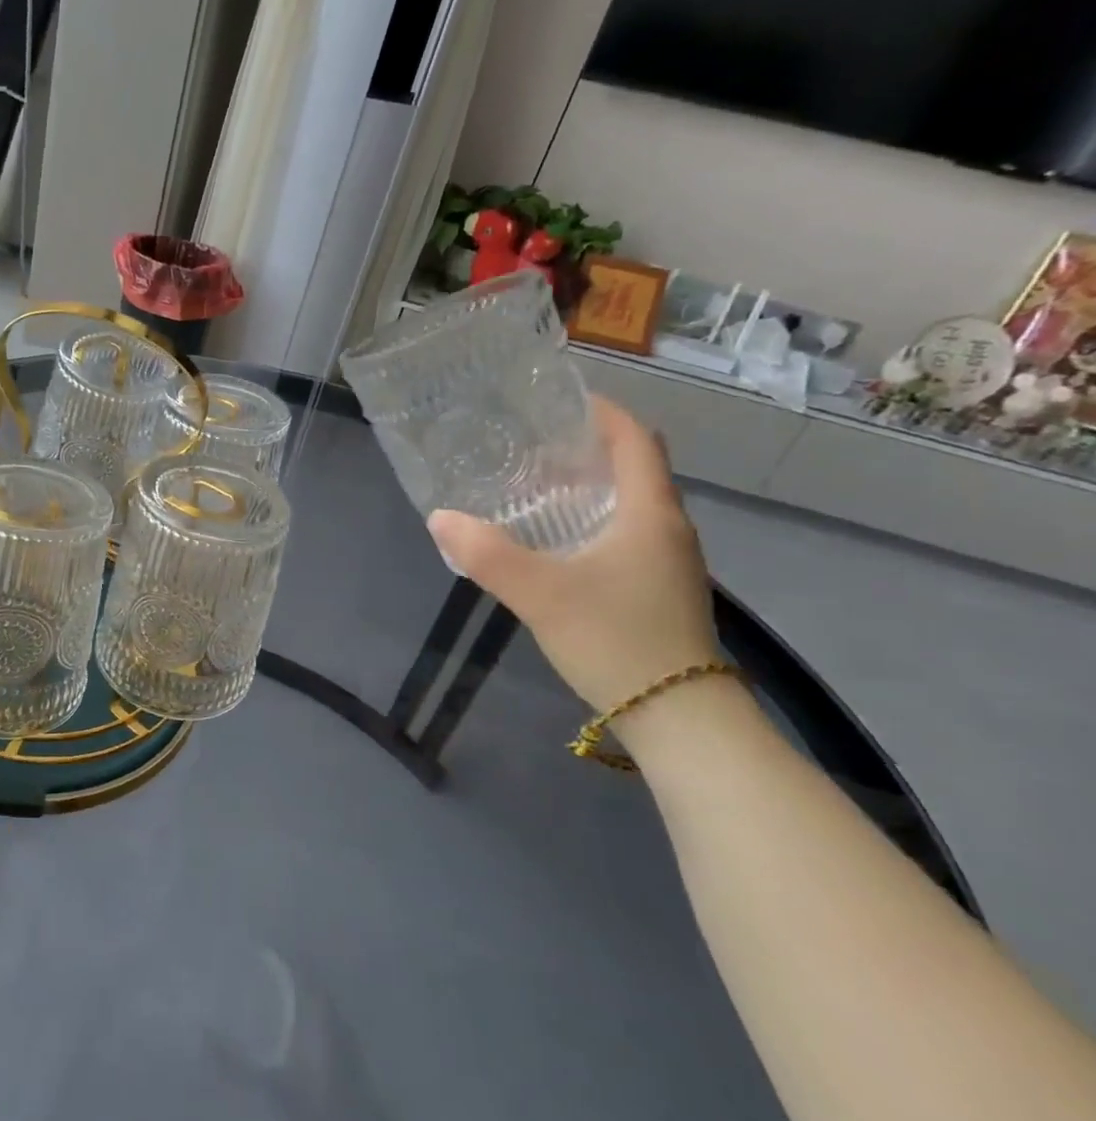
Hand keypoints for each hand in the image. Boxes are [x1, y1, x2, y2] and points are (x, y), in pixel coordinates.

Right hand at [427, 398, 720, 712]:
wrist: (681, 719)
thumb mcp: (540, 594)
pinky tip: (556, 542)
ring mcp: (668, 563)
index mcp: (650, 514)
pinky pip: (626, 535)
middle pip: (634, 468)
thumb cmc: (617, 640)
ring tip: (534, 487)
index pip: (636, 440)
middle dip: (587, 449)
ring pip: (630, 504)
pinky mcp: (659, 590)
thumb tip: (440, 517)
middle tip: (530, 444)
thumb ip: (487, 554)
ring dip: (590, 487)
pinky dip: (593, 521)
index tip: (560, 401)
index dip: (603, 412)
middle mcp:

------------------------

#### THE PROBLEM
Return every line above in which the string "hand" occurs.

#### REPLY TO THE TASK
Hand keypoints for each hand in the image. Boxes are [x1, y1, x2, y2] and points are (x, y), in pixel coordinates.
Right hand at [427, 398, 720, 712]:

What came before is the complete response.